I used to get on really well with my brother until the day he met his wife, he then morphed into a self-important pretentious prat and has remained so until this day. It's rather sad because my parents were lovely and deserved much better from "the golden child"

I don't see them anymore and unfixable is a good description.
 

Duggies-girl

Registered User
Sep 6, 2017
3,348
0
My brother must have gone on the same training course... 😁
My brother chose the pub which was an appropriate setting as it was by the river that dad had worked upon for many years but that is not why he chose it, he chose it because that is where he and his wife like to stuff their faces two or three times a week and we would get a good deal from the landlady..:rolleyes:
 

MaNaAk

Registered User
Jun 19, 2016
7,962
0
Essex
Same here. Brother managed 3 visits to mum in 3 years while I went every week, twice a week in the first year, plus all the hospital visits, phone calls and sorting out everything for her.
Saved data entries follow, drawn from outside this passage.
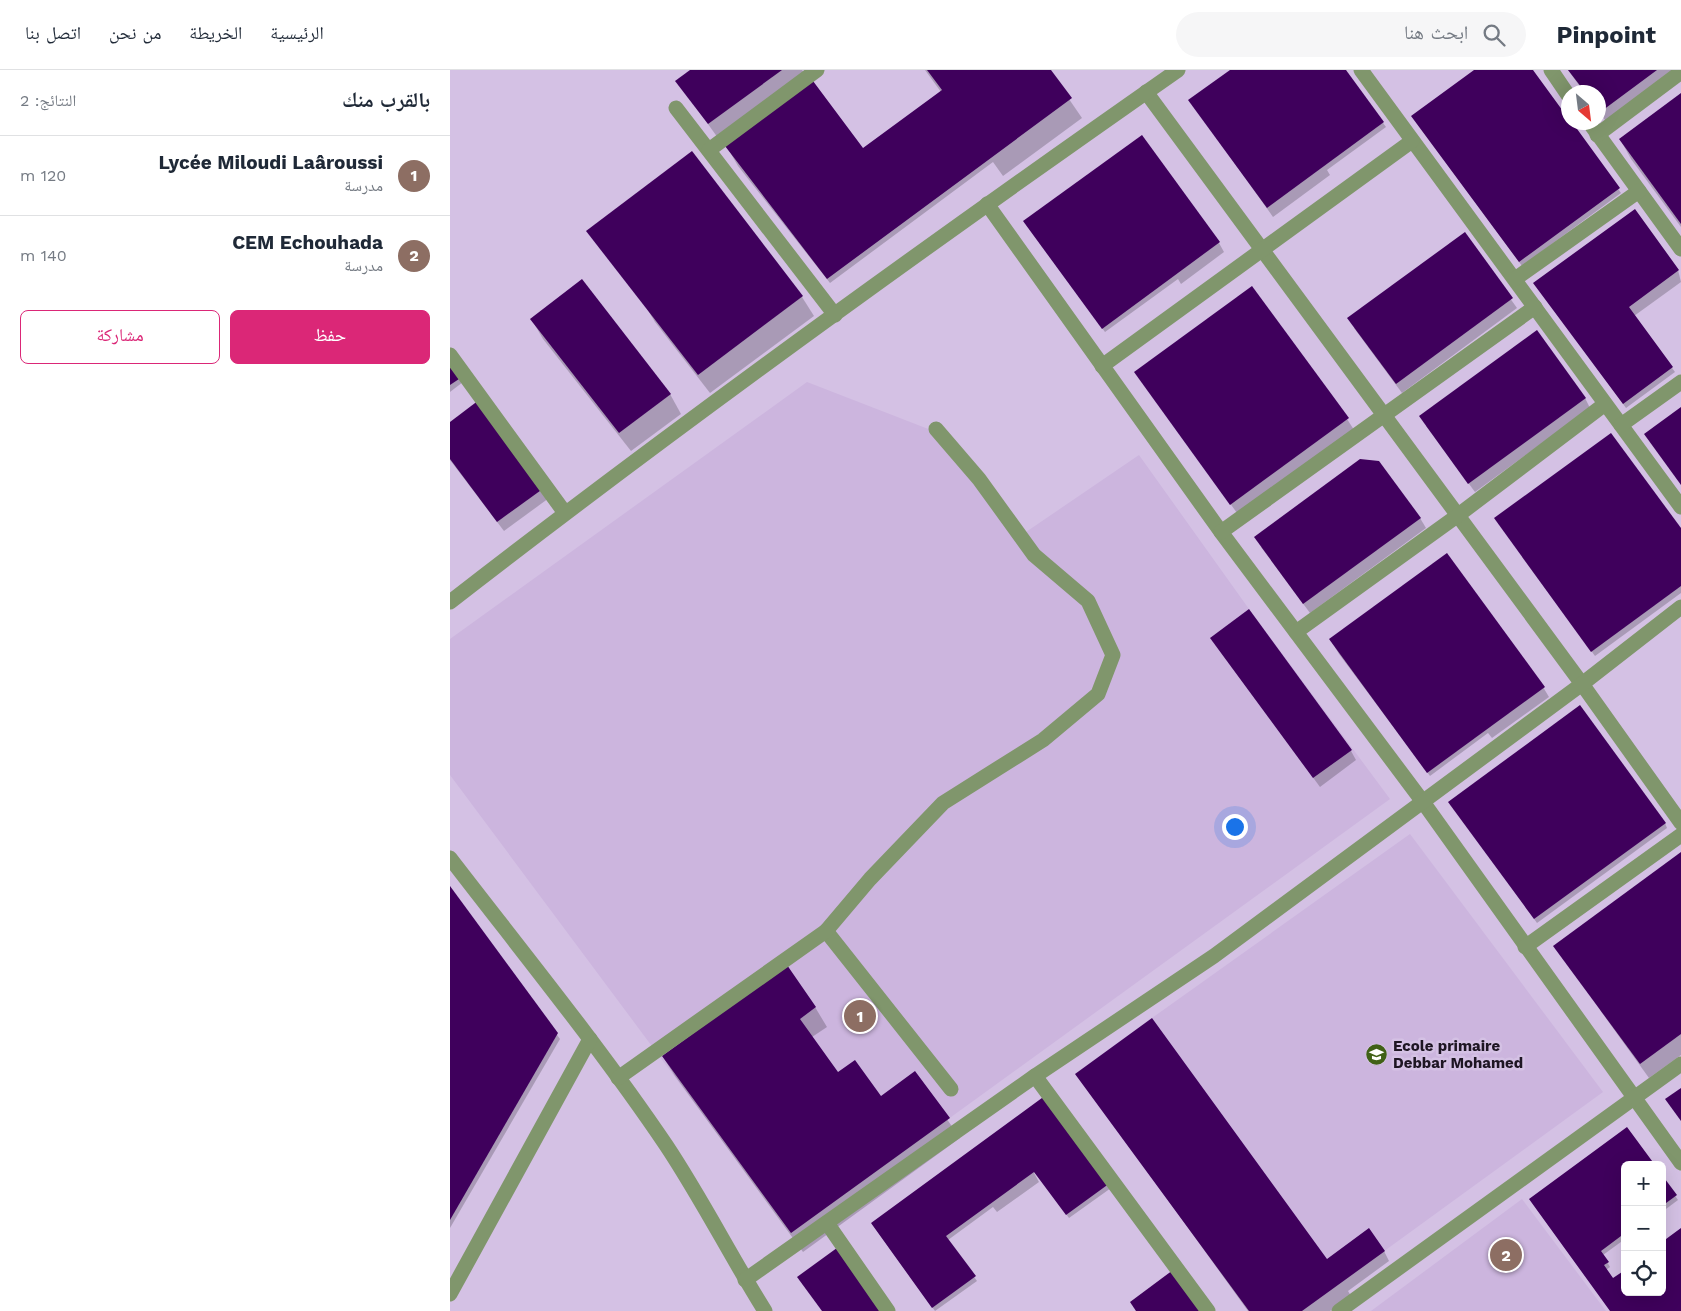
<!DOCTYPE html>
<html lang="ar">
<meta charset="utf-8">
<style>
:root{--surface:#fff;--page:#f6f6f7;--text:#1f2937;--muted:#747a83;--line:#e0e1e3;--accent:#db2777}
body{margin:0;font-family:"Work Sans","Noto Naskh Arabic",sans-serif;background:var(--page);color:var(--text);direction:rtl}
.controls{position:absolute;right:15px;bottom:15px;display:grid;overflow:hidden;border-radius:8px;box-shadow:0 5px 20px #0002}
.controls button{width:45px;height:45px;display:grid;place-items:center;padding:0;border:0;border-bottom:1px solid var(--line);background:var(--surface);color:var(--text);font:25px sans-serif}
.compass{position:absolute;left:1111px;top:15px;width:45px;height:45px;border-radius:50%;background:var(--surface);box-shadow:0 5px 20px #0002;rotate:152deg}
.you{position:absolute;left:784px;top:756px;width:18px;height:18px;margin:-12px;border:4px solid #fff;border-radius:50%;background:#1a73e8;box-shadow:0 0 0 8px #1a73e833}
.badge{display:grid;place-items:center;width:32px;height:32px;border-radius:50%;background:var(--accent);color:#fff;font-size:16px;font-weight:700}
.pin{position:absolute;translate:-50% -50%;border:2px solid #fff;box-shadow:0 1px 5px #0006}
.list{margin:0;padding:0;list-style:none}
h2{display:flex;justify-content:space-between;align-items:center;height:65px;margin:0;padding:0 20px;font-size:21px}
h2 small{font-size:16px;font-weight:400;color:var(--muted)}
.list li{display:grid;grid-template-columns:32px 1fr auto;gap:15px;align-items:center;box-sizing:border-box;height:80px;padding:0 20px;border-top:1px solid var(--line)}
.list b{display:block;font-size:19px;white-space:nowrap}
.list p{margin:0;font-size:16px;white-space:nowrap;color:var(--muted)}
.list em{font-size:16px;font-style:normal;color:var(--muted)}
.actions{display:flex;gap:10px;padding:15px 20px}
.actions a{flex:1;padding:11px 0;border:1px solid var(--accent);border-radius:8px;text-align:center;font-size:18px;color:var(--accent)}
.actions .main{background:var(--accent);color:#fff}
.icon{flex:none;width:28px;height:28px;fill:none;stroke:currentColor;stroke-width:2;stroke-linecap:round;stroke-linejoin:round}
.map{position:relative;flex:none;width:1231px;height:1241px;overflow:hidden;direction:ltr}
header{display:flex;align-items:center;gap:30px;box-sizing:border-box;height:70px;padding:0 25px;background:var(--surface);border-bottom:1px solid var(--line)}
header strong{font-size:24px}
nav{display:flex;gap:28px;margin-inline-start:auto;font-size:18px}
.search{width:350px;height:45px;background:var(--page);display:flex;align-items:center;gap:12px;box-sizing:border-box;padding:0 18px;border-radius:28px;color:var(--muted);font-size:19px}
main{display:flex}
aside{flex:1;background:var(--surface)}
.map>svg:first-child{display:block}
.built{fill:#ccb5de}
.shadow{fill:#0003}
.building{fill:#3f005c}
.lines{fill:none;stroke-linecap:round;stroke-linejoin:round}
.minor{stroke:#80966c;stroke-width:15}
.labels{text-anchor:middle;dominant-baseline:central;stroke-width:5;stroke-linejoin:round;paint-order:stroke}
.poi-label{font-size:15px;font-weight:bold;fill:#1e1623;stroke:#d4c1e4;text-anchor:start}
</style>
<header>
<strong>Pinpoint</strong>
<div class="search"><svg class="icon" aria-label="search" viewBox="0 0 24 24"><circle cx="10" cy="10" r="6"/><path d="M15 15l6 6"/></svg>ابحث هنا</div>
<nav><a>الرئيسية</a><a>الخريطة</a><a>من نحن</a><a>اتصل بنا</a></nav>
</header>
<main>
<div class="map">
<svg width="1231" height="1241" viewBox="0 0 1231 1241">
<rect width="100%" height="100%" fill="#d4c1e4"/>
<!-- built -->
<g class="built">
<polygon points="357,312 486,362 576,462 689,385 799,539 940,729 341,1163 0,705 0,569"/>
<polygon points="960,764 1153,1022 893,1211 702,948"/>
<polygon points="1072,1129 1156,1241 921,1241"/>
</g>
<!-- shadow -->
<g class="shadow">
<polygon points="242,0 352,0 355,4 268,68 227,11"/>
<polygon points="475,0 599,0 632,48 553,106 543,92 380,213 288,96 277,77 412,80 491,22"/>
<polygon points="782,0 895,0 936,57 877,100 880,105 823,147 740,31"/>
<polygon points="1026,0 1082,0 1171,123 1072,196 965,50"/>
<polygon points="1118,0 1226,0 1156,51 1148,42 1148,22 1134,22"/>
<polygon points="1231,25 1231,157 1181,89 1170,69"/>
<polygon points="242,83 352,227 364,246 260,323 205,252 196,237"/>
<polygon points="577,156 769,173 774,182 731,214 728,209 655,262"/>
<polygon points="1014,164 1067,238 952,323 904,258"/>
<polygon points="1228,200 1231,212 1184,246 1225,302 1176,338 1088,217"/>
<polygon points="82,250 220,324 231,344 181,381 93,269"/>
<polygon points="0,293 13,312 0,322"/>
<polygon points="686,303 897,349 906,363 787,443"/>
<polygon points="1135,328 1140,338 1025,422 976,356"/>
<polygon points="29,332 99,428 54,461 0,390 0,353"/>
<polygon points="970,448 976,458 860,543 811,477"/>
<polygon points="1231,460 1231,523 1145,586 1072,487"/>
<polygon points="880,569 1093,617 1099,627 1042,668 1038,663 980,706 889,584"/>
<polygon points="767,577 901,681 906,690 870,717"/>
<polygon points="1002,736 1215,753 1217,758 1087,853"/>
<polygon points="1231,784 1231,985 1199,1008 1150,940"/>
<polygon points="0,818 110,969 0,1158"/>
<polygon points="365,937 377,957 362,967 388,1004 431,1028 465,1003 510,1068 353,1182 225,1006 213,987"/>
<polygon points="627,1004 881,1196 934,1181 939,1191 898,1221 901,1226 880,1241 798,1241"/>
<polygon points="596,1027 661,1118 619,1148 585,1102 584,1103 589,1112 547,1142 543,1137 498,1170 527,1211 485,1241 422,1154"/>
<polygon points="1175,1095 1175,1169 1153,1185 1160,1197 1156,1200 1175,1222 1212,1222 1231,1160 1231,1241 1161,1241 1083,1134"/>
<polygon points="1212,1107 1228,1130 1212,1142"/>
</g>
<!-- building -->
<g class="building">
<polygon points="240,0 332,0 258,54 225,11"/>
<polygon points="477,0 601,0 622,28 377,209 275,76 363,11 413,78 492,20"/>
<polygon points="780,0 896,0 934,52 817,138 738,30"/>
<polygon points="1024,0 1083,0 1118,48 1118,52 1122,52 1170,118 1069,192 961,46"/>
<polygon points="1118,0 1207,0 1149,43 1148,22 1135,22"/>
<polygon points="1231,23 1231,154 1169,69"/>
<polygon points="692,65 770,172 652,259 573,151"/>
<polygon points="242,81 353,226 248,305 136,161"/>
<polygon points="1185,139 1229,200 1179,237 1223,297 1173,334 1083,213"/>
<polygon points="1015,162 1063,228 946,314 897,248"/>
<polygon points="132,209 221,324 169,363 80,249"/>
<polygon points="802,216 899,348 780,435 684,302"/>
<polygon points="1087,260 1136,328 1018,414 969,346"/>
<polygon points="0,290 12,307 0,315"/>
<polygon points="29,330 94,418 47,452 0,389 0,352"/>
<polygon points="1231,337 1231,415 1194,364"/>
<polygon points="1161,363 1231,458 1231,516 1141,582 1044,448"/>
<polygon points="910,389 929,391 971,448 853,534 804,467"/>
<polygon points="997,483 1095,617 977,703 879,569"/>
<polygon points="799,539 902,680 863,708 760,568"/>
<polygon points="1130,635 1216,753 1084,849 998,732"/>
<polygon points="1231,782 1231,964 1190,994 1103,876"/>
<polygon points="0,816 108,963 0,1150"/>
<polygon points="337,895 366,937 350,949 388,1002 405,990 431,1026 465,1001 500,1048 341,1163 212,986"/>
<polygon points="702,948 877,1189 919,1158 935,1181 852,1241 799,1241 625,1004"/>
<polygon points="1231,1018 1231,1051 1215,1029"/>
<polygon points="596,1025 660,1113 616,1145 584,1102 496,1166 526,1206 482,1238 421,1153"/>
<polygon points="1177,1057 1205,1095 1175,1095 1175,1163 1151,1181 1159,1192 1154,1195 1163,1208 1175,1200 1175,1222 1212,1222 1212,1172 1231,1158 1231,1241 1160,1241 1079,1129"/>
<polygon points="1212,1105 1227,1125 1212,1136"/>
<polygon points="391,1175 440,1241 372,1241 347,1207"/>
<polygon points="723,1200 754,1241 686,1241 680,1232"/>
</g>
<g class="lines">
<!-- minor -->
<g class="minor">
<polyline points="911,0 1231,437"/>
<polyline points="1101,0 1118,25"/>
<polyline points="696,22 1132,614 1231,753"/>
<polyline points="226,38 385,245"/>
<polyline points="1139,52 1231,179"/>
<polyline points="1147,65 1231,2"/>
<polyline points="259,80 367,0"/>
<polyline points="537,134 771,462 973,732 1231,1093"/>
<polyline points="1065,209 1189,121"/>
<polyline points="0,285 115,443"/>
<polyline points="652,296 962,71"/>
<polyline points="1171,355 1231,312"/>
<polyline points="771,462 1085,237"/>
<path d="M0,532C237,348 482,172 728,0"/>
<polyline points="846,562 1007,446 1155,334"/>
<path d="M0,788C73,883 149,976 216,1075C252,1129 281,1187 315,1241"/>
<polyline points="376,861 501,1019"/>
<polyline points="1075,877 1231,765"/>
<polyline points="585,1006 758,1241"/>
<polyline points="168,1008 376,861 420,809 493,733 593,670 648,624 663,585 638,531 584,485 529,409 486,359"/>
<polyline points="377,1153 438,1241"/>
<polyline points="295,1210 585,1006 764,886 1132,614 1231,537"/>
<polyline points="0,1224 140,969"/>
<polyline points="889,1241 1231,994"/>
</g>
</g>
<!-- icons -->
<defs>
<symbol id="school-disc" viewBox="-11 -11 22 22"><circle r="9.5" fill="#406116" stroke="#d4c1e4"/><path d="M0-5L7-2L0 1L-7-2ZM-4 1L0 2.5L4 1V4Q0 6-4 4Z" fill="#fff"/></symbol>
</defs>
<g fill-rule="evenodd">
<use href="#school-disc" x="914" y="972" width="25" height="25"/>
</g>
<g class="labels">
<!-- poi labels -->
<g class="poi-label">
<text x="943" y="976">Ecole primaire<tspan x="943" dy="17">Debbar Mohamed</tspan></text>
</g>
</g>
</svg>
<div class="controls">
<button>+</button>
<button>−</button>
<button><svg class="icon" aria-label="locate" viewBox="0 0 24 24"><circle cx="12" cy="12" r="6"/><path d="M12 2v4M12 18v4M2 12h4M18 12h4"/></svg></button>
</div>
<svg class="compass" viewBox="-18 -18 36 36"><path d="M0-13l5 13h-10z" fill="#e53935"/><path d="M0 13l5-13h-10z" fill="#747a83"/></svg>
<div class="you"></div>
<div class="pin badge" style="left:410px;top:946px;background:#8d6e63">1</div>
<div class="pin badge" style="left:1056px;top:1185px;background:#8d6e63">2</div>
</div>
<aside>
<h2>بالقرب منك<small>النتائج: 2</small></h2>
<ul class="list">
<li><span class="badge" style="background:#8d6e63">1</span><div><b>Lycée Miloudi Laâroussi</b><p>مدرسة</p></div><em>120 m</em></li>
<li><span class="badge" style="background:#8d6e63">2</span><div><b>CEM Echouhada</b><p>مدرسة</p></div><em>140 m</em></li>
</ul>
<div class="actions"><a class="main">حفظ</a><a>مشاركة</a></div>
</aside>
</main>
For ages I tried to understand what was going on with him, why he couldn't make an effort, why he was still in denial even when mum was raving in the care home, attacking people and smashing furniture. I made excuses for him, told myself he was doing his best., etc, etc. Gradually I realised I'd always made excuses for his bad behaviour and that this was just the real him. Just as dementia brought out the worst in my mum, her illness seemed to bring out the worst in my brother too. How bad? Example: when mum died, the funeral was only going to be a very small affair - just a few people and we decided to go for a pub meal afterwards at a place mum liked to go - it seemed fitting. He phoned me a week before and said we should cancel the meal because he wanted to drive directly to mum's solicitor instead, to get hold of her will and paperwork. He needed me to come too to sign some papers and it would be better this way as he didn't want to have to come 'all this way' again and take another day off work. I told him to get stuffed (didn't put it quite as politely as that) and the funeral went ahead as planned in the end. But he was really annoyed with me for causing him 'extra work'... What a charmer.

In the end, no matter. We've never been close, never liked each other. Mum has been dead nearly 3 years and brother and I only exchange a couple of emails per year now. He was/is unfixable.
Dear @Jaded'n'faded,

Your brother takes my breath away. I thought it was bad enough with my brother asking about the house a week after dad's funeral!